_Required action_
Give every line from the entries that contains "canvas".

--- Source data ---

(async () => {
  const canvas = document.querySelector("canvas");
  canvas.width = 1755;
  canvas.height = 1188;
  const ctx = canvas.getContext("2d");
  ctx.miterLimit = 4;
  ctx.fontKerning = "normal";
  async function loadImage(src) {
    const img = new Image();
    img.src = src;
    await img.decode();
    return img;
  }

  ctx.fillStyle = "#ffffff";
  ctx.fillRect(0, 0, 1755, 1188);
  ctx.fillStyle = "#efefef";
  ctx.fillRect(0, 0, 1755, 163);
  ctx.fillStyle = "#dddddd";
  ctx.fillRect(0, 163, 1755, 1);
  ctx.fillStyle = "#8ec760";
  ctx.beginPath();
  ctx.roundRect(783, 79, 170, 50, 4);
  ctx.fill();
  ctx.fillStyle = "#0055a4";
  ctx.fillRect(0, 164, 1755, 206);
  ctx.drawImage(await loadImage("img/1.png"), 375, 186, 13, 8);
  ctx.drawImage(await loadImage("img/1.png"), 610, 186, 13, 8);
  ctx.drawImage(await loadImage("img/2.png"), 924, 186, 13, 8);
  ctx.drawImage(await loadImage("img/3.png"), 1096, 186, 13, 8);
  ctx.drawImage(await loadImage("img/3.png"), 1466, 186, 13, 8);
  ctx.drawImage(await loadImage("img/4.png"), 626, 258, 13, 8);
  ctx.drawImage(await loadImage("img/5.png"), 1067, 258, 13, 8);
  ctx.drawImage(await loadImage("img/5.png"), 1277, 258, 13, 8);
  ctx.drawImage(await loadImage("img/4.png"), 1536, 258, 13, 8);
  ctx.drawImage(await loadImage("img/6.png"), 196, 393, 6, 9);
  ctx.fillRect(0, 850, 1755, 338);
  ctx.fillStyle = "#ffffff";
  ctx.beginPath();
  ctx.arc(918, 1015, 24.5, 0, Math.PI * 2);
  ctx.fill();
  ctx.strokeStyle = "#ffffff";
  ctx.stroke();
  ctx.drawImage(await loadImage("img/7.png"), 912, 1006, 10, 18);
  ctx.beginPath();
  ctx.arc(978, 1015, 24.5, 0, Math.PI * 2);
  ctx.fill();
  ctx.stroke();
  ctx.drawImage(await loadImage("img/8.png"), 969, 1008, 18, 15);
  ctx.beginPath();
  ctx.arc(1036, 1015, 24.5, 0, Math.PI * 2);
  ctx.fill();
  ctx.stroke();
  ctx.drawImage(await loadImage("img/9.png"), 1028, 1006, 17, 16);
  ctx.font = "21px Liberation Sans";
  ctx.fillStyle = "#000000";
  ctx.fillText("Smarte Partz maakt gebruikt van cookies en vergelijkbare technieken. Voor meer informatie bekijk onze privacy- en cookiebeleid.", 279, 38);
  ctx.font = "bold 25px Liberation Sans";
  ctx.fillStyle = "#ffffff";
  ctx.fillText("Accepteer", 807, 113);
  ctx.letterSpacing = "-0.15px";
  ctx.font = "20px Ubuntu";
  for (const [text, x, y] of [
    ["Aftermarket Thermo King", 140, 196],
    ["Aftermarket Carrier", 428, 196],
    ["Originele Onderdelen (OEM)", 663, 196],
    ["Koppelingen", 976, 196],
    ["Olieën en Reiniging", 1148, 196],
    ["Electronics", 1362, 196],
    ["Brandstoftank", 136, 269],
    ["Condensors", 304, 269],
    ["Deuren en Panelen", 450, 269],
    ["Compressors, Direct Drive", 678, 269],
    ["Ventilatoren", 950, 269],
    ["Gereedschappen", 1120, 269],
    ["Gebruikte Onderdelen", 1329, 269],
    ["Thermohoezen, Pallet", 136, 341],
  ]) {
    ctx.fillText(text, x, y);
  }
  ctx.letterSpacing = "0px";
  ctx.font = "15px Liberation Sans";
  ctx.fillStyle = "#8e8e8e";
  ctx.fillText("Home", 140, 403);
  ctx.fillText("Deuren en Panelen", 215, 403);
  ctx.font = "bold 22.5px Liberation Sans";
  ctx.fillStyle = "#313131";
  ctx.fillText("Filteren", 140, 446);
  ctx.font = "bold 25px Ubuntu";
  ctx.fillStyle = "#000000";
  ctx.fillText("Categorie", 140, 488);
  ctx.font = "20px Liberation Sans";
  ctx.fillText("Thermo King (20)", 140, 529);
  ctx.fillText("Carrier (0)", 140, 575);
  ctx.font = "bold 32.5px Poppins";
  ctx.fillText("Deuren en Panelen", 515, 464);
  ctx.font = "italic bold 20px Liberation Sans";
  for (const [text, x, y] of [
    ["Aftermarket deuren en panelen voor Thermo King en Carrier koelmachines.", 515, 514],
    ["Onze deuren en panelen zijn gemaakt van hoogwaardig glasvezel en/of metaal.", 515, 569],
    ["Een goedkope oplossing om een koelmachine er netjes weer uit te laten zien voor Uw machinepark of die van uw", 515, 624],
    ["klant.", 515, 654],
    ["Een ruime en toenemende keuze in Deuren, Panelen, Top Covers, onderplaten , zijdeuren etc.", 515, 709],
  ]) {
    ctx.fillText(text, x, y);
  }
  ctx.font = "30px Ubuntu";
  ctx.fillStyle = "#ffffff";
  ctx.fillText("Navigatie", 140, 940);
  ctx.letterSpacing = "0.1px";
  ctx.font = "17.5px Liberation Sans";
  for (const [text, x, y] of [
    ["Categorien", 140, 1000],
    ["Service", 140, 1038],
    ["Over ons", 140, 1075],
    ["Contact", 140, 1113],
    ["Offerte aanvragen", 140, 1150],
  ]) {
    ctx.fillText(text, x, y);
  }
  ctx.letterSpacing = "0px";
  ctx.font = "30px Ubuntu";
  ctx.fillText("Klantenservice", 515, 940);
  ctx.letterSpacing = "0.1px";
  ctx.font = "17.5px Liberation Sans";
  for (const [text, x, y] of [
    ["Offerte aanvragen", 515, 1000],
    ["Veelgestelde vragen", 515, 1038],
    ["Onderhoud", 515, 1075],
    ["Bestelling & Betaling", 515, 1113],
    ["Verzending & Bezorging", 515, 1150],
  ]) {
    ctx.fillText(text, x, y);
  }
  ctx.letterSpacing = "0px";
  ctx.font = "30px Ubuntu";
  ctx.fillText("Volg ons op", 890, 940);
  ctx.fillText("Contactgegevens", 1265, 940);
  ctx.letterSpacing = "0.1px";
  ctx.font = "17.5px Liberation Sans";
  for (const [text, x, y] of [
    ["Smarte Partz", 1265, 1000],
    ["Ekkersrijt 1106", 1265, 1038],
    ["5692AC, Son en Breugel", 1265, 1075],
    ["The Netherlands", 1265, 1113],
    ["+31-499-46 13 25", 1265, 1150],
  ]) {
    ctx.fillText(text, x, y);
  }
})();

---

_Solution to this task_
  const canvas = document.querySelector("canvas");
  canvas.width = 1755;
  canvas.height = 1188;
  const ctx = canvas.getContext("2d");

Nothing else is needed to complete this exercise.